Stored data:
..............................

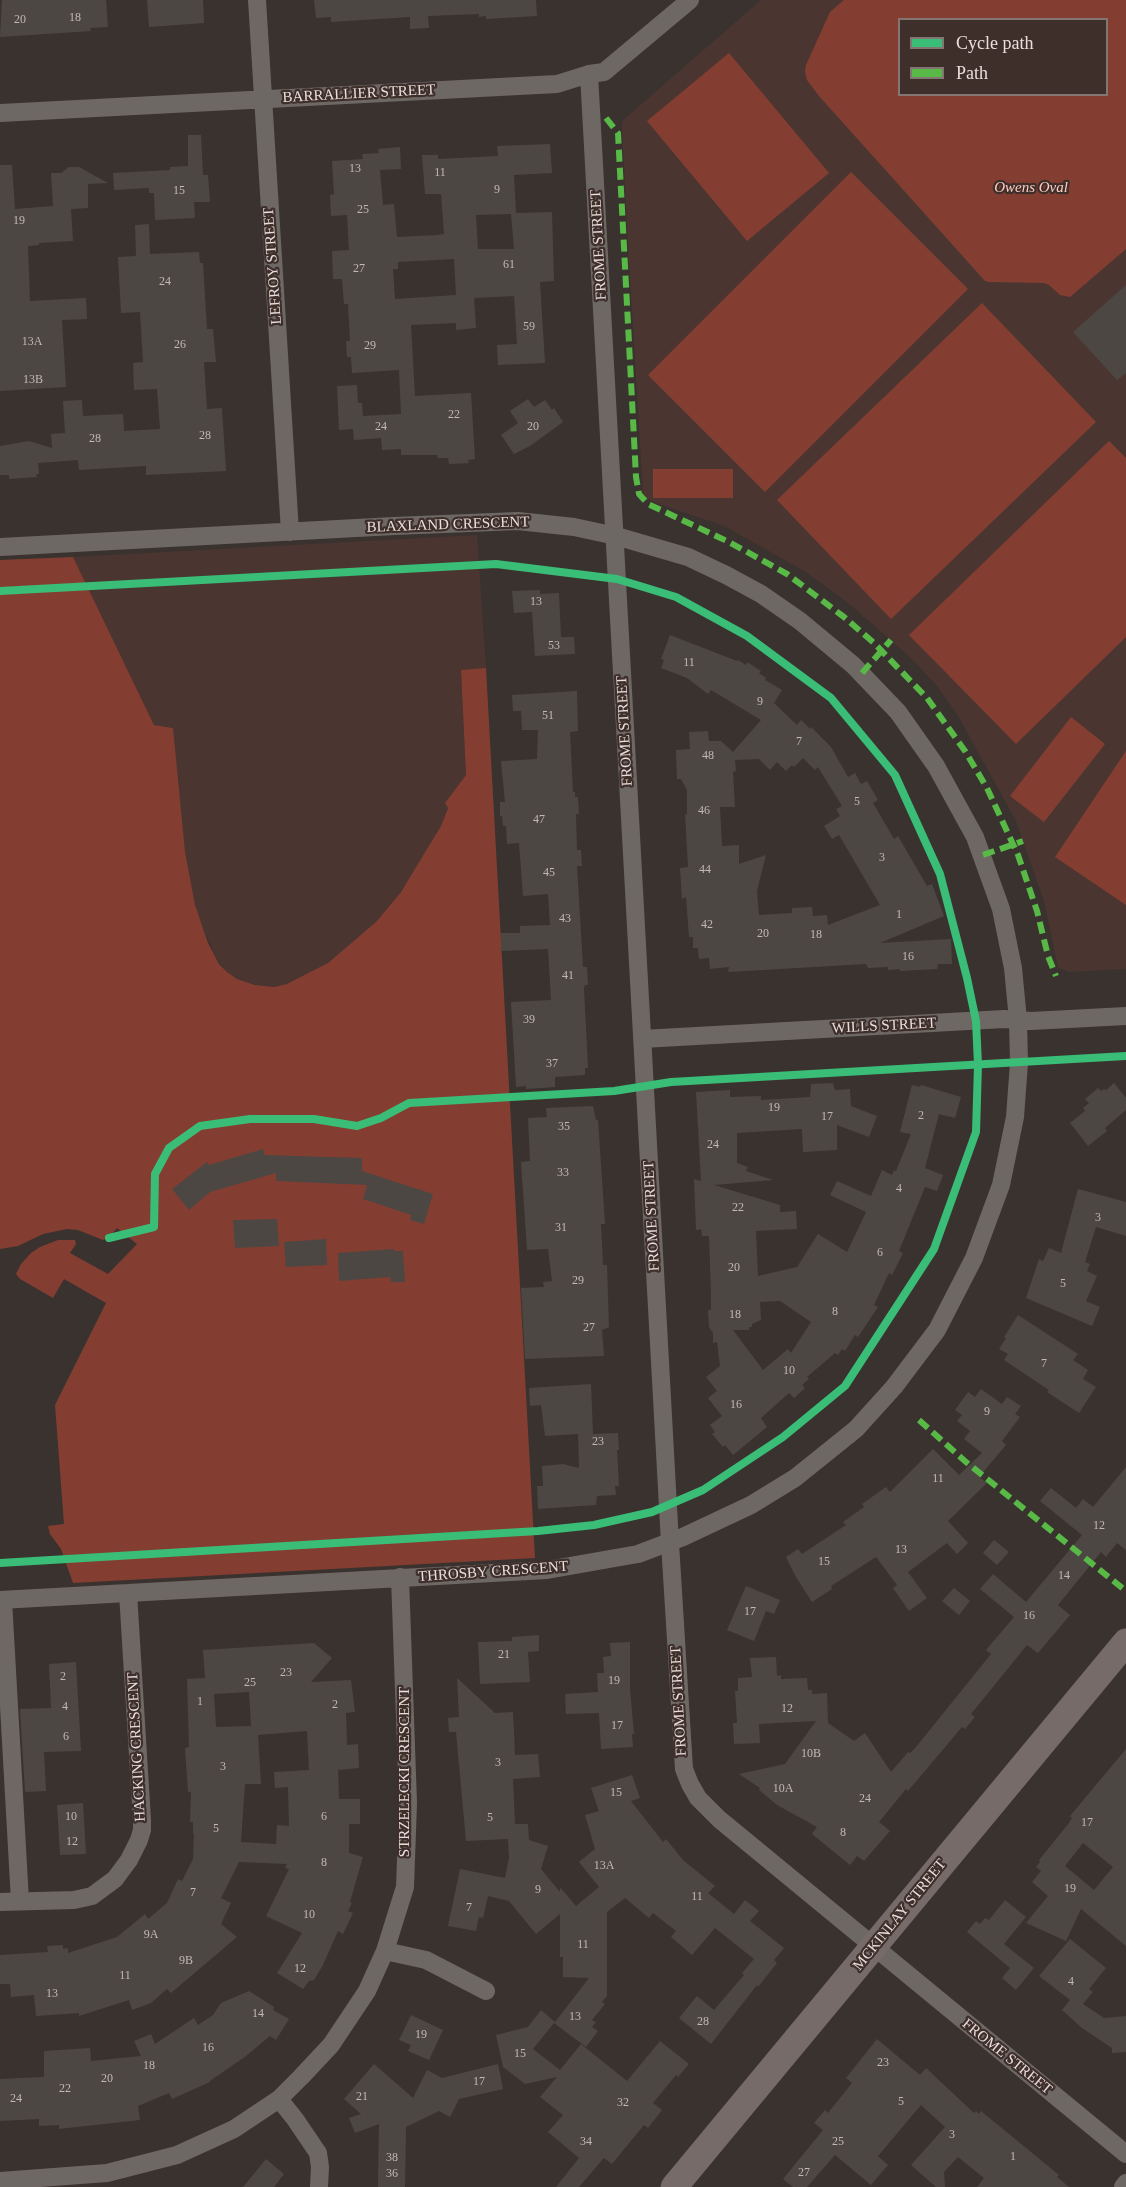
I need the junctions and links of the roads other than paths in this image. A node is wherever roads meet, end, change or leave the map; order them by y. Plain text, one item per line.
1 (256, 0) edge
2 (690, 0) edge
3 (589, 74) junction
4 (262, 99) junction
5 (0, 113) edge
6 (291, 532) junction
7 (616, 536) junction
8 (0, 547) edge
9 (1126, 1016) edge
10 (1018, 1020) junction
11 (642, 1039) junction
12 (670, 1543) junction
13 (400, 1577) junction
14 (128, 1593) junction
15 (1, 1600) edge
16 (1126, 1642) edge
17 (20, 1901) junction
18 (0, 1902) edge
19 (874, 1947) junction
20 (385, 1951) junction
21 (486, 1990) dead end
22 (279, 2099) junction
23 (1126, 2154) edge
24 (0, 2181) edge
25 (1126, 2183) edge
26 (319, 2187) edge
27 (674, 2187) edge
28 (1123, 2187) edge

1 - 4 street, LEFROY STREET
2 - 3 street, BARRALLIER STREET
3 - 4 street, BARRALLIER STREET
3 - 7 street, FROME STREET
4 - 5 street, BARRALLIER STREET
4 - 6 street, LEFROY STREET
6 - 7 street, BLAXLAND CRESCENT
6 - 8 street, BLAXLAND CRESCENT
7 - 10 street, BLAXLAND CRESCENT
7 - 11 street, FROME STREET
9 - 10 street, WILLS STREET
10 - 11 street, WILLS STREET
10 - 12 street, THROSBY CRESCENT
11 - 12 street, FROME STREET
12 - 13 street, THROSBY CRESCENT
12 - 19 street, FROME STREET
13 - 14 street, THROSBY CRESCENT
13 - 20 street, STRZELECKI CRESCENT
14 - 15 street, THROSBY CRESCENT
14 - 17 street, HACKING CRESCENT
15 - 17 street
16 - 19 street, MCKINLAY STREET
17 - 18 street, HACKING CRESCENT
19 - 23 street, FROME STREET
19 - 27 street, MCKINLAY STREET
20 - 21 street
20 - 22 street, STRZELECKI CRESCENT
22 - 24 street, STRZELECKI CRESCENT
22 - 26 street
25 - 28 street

..............................

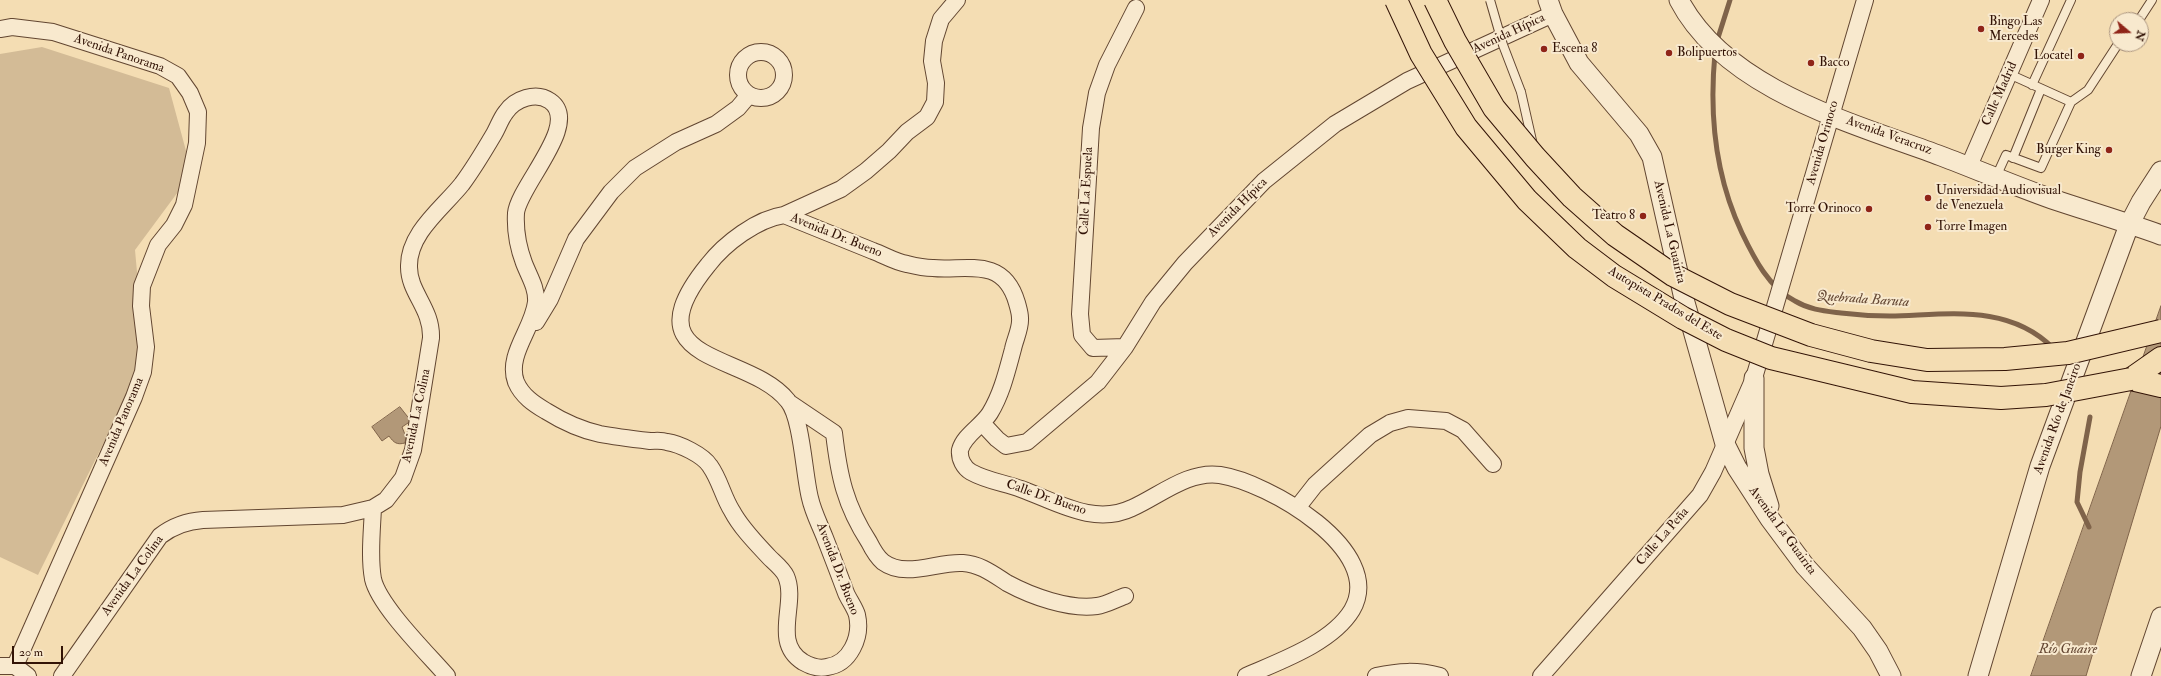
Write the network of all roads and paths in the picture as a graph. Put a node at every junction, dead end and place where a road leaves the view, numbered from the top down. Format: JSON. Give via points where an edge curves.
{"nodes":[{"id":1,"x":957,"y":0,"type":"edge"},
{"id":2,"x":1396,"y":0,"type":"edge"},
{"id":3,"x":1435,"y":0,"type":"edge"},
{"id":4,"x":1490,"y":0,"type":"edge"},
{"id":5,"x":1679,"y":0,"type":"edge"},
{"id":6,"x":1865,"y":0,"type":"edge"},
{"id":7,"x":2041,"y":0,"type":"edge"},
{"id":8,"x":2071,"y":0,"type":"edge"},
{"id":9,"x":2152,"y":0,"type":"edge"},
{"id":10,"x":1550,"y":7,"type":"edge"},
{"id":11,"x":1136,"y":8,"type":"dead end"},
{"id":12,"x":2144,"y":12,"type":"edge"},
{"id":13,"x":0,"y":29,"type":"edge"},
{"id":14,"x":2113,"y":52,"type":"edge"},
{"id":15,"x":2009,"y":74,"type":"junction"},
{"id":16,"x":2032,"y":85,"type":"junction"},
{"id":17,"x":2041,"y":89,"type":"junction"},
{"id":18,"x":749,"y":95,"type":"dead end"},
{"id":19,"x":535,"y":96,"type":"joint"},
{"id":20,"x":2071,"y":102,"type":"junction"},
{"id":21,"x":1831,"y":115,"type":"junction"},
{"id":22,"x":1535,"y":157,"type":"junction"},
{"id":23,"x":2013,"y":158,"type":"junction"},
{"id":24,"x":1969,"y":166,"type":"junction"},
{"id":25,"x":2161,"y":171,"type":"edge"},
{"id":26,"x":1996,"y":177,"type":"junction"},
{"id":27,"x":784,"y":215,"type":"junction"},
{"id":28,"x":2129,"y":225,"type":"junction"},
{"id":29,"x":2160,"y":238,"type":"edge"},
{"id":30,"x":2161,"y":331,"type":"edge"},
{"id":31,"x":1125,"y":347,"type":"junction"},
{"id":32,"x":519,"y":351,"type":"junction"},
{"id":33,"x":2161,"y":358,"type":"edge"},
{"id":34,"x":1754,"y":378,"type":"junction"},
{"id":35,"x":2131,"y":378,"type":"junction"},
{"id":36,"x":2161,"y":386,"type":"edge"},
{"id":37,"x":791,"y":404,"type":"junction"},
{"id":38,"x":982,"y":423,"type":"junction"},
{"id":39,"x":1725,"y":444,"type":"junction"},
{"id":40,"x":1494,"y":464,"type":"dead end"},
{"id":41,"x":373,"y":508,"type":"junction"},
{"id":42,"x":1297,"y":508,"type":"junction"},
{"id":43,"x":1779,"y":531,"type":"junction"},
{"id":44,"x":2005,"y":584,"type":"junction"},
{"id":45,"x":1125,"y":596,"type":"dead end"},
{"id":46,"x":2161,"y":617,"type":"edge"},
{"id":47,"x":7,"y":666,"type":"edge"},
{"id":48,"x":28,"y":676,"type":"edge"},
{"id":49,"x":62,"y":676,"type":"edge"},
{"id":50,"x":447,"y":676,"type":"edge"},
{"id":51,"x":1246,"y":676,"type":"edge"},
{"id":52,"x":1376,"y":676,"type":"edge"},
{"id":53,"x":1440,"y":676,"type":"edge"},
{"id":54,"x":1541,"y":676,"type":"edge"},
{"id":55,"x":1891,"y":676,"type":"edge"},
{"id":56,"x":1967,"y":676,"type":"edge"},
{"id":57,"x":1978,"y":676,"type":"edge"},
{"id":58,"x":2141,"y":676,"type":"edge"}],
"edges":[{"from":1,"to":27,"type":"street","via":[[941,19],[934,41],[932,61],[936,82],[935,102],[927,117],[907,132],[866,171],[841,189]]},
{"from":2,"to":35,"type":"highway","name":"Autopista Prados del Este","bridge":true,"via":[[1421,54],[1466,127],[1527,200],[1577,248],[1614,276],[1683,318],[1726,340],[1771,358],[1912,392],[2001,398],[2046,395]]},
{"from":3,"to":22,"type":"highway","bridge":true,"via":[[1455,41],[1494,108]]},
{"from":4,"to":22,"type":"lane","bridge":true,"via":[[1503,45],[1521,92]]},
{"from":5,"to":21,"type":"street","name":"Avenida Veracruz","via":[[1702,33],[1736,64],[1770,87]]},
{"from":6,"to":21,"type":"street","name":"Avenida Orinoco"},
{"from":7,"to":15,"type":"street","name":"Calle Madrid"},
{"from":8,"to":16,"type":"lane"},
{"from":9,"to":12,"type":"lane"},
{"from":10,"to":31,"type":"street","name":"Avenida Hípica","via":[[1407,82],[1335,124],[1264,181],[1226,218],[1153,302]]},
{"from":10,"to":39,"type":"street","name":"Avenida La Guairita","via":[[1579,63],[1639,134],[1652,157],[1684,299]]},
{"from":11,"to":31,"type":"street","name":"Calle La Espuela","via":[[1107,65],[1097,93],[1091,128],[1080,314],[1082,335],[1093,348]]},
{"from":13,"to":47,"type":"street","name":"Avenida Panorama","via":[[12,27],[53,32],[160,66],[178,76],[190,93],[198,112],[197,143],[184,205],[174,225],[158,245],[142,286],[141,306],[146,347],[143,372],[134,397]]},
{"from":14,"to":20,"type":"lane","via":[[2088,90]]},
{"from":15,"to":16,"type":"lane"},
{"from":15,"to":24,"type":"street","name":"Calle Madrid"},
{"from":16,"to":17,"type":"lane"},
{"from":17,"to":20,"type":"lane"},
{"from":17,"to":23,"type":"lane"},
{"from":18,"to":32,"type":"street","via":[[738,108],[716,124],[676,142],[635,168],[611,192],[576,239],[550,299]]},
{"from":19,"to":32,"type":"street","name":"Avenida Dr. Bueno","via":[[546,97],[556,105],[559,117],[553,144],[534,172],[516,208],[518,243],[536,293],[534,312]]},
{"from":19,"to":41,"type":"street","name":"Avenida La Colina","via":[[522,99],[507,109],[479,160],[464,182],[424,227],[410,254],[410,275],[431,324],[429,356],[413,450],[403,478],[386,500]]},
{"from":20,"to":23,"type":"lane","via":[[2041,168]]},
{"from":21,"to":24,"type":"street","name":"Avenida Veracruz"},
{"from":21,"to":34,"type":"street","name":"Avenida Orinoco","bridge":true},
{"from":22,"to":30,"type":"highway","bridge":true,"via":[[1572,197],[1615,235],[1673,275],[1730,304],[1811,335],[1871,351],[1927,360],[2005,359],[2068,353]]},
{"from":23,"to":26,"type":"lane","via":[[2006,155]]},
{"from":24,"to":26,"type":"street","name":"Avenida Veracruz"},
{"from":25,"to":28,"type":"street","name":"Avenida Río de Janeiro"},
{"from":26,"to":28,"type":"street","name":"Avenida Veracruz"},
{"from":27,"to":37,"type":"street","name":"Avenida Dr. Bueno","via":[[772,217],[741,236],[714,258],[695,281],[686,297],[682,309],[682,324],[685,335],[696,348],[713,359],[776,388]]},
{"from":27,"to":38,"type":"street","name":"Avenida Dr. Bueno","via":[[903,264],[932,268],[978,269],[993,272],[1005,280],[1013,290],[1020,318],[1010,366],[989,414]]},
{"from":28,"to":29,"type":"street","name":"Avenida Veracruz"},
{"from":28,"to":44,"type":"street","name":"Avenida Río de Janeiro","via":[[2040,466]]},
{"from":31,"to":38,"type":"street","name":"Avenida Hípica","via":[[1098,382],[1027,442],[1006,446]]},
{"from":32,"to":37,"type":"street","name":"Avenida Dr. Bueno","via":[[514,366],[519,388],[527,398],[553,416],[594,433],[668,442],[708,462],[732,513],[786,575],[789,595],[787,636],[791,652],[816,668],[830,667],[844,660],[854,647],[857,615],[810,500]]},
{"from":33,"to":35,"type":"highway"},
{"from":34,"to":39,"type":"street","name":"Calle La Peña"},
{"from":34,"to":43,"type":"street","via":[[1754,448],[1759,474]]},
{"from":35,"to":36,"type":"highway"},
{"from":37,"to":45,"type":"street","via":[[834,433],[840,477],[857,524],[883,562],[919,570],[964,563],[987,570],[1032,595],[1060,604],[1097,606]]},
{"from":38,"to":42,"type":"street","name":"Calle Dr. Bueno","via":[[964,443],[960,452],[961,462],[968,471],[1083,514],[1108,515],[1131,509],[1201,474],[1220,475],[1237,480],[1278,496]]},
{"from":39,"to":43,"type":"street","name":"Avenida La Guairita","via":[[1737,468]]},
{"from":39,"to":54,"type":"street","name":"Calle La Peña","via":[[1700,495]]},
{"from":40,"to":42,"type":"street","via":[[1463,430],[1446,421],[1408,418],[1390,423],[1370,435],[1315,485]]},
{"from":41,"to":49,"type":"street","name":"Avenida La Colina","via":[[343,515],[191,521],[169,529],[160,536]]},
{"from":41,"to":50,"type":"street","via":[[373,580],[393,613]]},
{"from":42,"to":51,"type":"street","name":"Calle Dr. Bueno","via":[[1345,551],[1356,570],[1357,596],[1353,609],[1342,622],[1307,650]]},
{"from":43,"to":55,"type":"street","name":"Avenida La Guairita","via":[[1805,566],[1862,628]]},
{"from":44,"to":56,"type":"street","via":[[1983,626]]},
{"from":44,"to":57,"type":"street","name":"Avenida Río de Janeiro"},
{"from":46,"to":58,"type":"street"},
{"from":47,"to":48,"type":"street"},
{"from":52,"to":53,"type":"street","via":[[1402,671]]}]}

..............................

Find all lines in the records that hold the word "true". Copy them.

**Exercise answer**
{"from":2,"to":35,"type":"highway","name":"Autopista Prados del Este","bridge":true,"via":[[1421,54],[1466,127],[1527,200],[1577,248],[1614,276],[1683,318],[1726,340],[1771,358],[1912,392],[2001,398],[2046,395]]},
{"from":3,"to":22,"type":"highway","bridge":true,"via":[[1455,41],[1494,108]]},
{"from":4,"to":22,"type":"lane","bridge":true,"via":[[1503,45],[1521,92]]},
{"from":21,"to":34,"type":"street","name":"Avenida Orinoco","bridge":true},
{"from":22,"to":30,"type":"highway","bridge":true,"via":[[1572,197],[1615,235],[1673,275],[1730,304],[1811,335],[1871,351],[1927,360],[2005,359],[2068,353]]},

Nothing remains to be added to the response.